:: DATASET EXCERPTS ::
☆ ☆ ☆ ☆ ☆ ☆ ☆

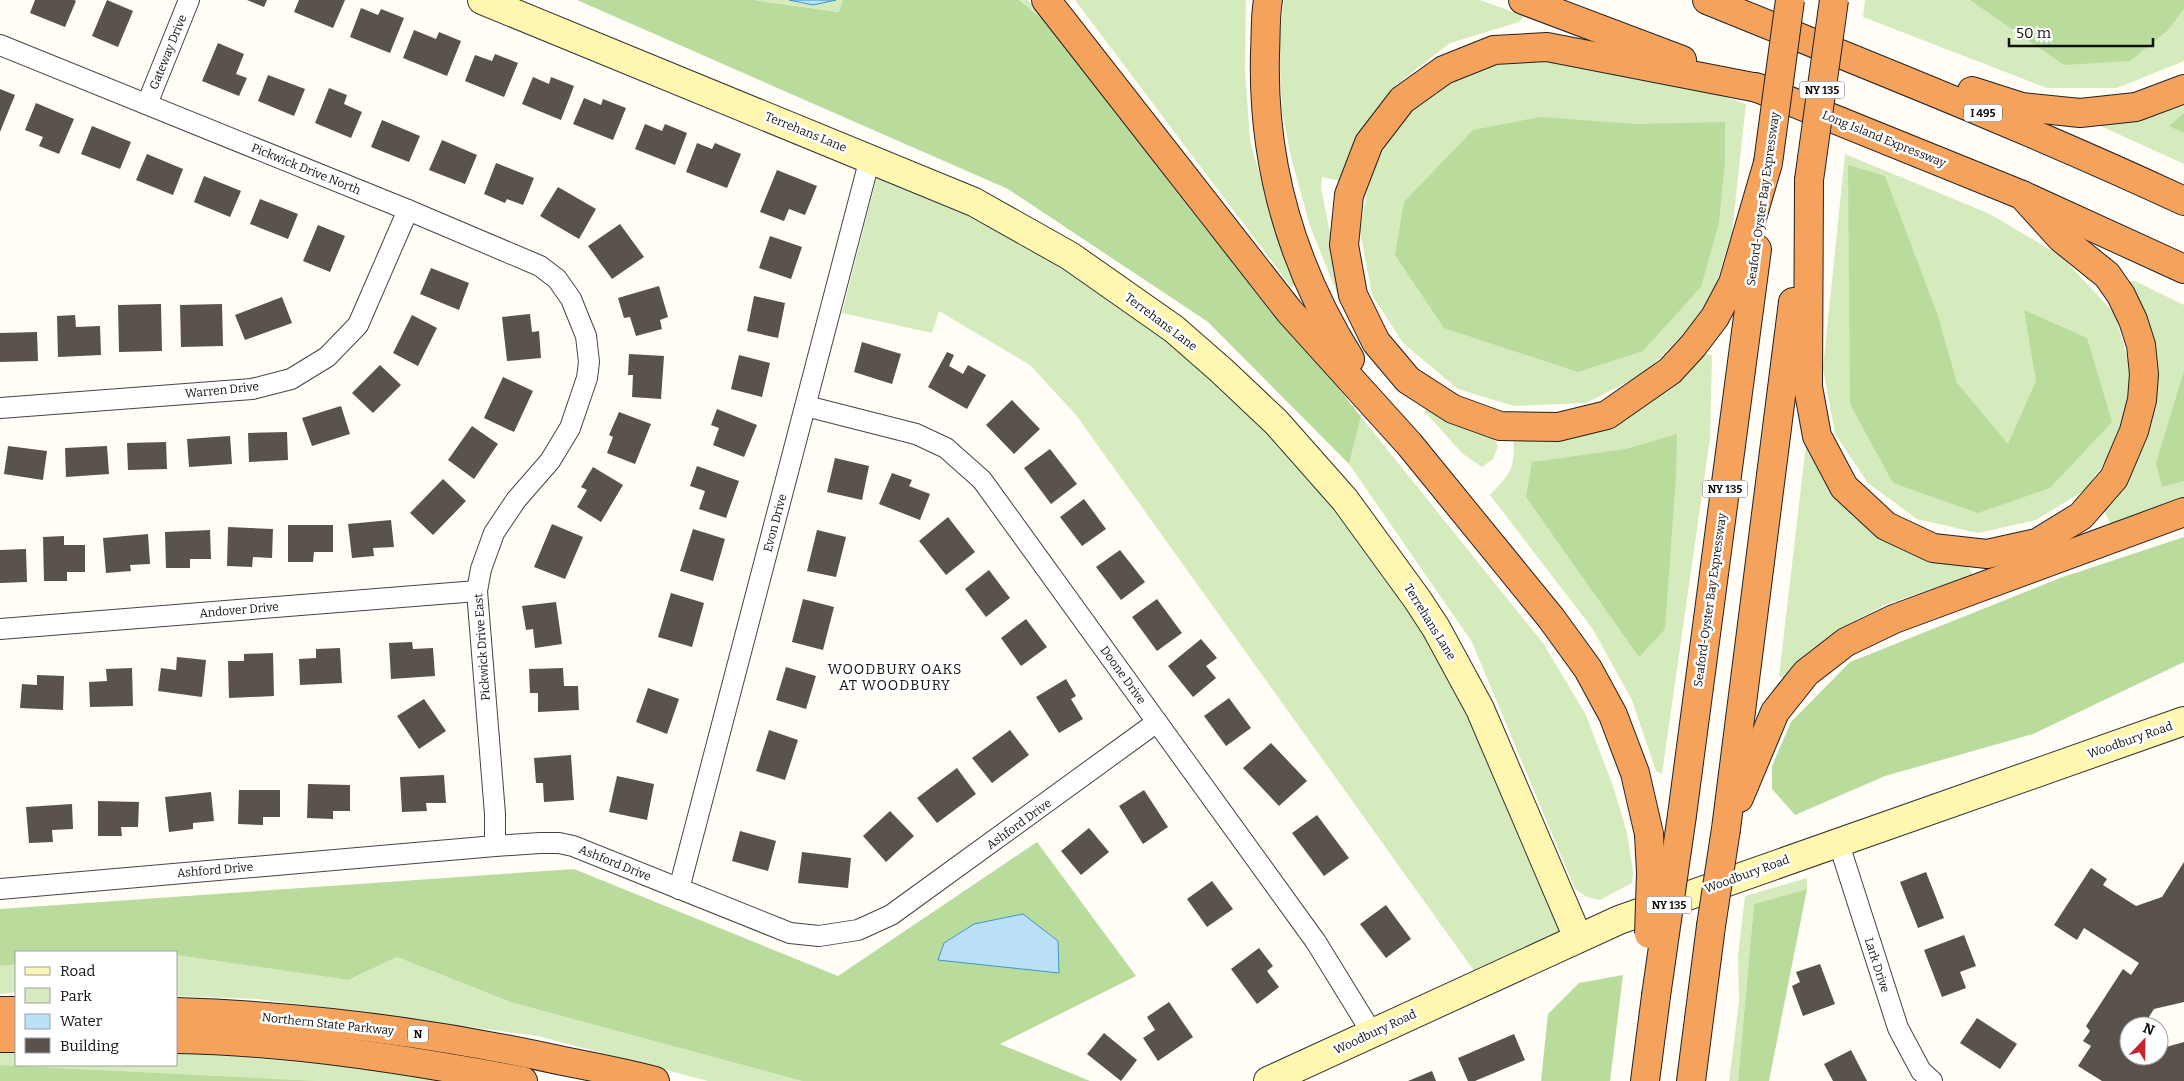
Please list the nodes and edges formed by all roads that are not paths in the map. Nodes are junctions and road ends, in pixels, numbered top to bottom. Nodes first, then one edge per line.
1 (189, 0) edge
2 (482, 0) edge
3 (1046, 0) edge
4 (1268, 0) edge
5 (1524, 0) edge
6 (1707, 0) edge
7 (1790, 0) edge
8 (1834, 0) edge
9 (1781, 30) junction
10 (0, 45) edge
11 (1758, 88) junction
12 (2184, 90) edge
13 (147, 104) junction
14 (870, 158) junction
15 (1768, 163) junction
16 (1809, 180) junction
17 (2022, 195) junction
18 (2184, 201) edge
19 (408, 210) junction
20 (2184, 269) edge
21 (583, 328) joint
22 (806, 406) junction
23 (0, 408) edge
24 (1410, 445) junction
25 (2184, 512) edge
26 (477, 591) junction
27 (0, 629) edge
28 (2184, 721) edge
29 (1157, 722) junction
30 (1726, 829) junction
31 (1838, 841) junction
32 (495, 846) junction
33 (0, 889) edge
34 (680, 889) junction
35 (1578, 938) junction
36 (1649, 999) junction
37 (0, 1011) edge
38 (15, 1011) edge
39 (178, 1012) edge
40 (1372, 1033) junction
41 (0, 1038) edge
42 (15, 1038) edge
43 (178, 1038) edge
44 (523, 1081) edge
45 (656, 1081) edge
46 (1268, 1081) edge
47 (1636, 1081) edge
48 (1645, 1081) edge
49 (1692, 1081) edge
50 (1932, 1081) edge

1 - 13 street, Gateway Drive
2 - 14 main road, Terrehans Lane
3 - 24 highway
4 - 24 highway
5 - 11 highway, Long Island Expressway
6 - 9 highway, I 495
7 - 15 highway, Seaford-Oyster Bay Expressway / NY 135, bridge
8 - 16 highway, NY 135, bridge
9 - 12 highway
9 - 18 highway, I 495
10 - 13 street, Pickwick Drive North
11 - 15 highway
11 - 17 highway, Long Island Expressway
13 - 19 street, Pickwick Drive North
14 - 22 street, Evon Drive
14 - 35 main road, Terrehans Lane
15 - 36 highway, Seaford-Oyster Bay Expressway / NY 135, bridge
16 - 17 highway
16 - 30 highway, NY 135
17 - 20 highway, Long Island Expressway
19 - 21 street, Pickwick Drive North
19 - 23 street, Warren Drive
21 - 26 street, Pickwick Drive East
22 - 29 street, Doone Drive
22 - 34 street, Evon Drive
24 - 36 highway, bridge
25 - 30 highway
26 - 27 street, Andover Drive
26 - 32 street, Pickwick Drive East
28 - 31 main road, Woodbury Road
29 - 34 street, Ashford Drive
29 - 40 street, Doone Drive
30 - 49 highway, NY 135, bridge
31 - 35 main road, Woodbury Road
31 - 50 street, Lark Drive
32 - 33 street, Ashford Drive
32 - 34 street, Ashford Drive
35 - 40 main road, Woodbury Road
36 - 47 highway
36 - 48 highway, Seaford-Oyster Bay Expressway / NY 135
37 - 38 highway
39 - 45 highway, Northern State Parkway / N
40 - 46 main road, Woodbury Road
41 - 42 highway
43 - 44 highway, N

☆ ☆ ☆ ☆ ☆ ☆ ☆

:: PROBLEM STATEMENT ::
Lines of the material may hold the string "Seaford". Copy each one that does.

:: WRITTEN SOLUTION ::
7 - 15 highway, Seaford-Oyster Bay Expressway / NY 135, bridge
15 - 36 highway, Seaford-Oyster Bay Expressway / NY 135, bridge
36 - 48 highway, Seaford-Oyster Bay Expressway / NY 135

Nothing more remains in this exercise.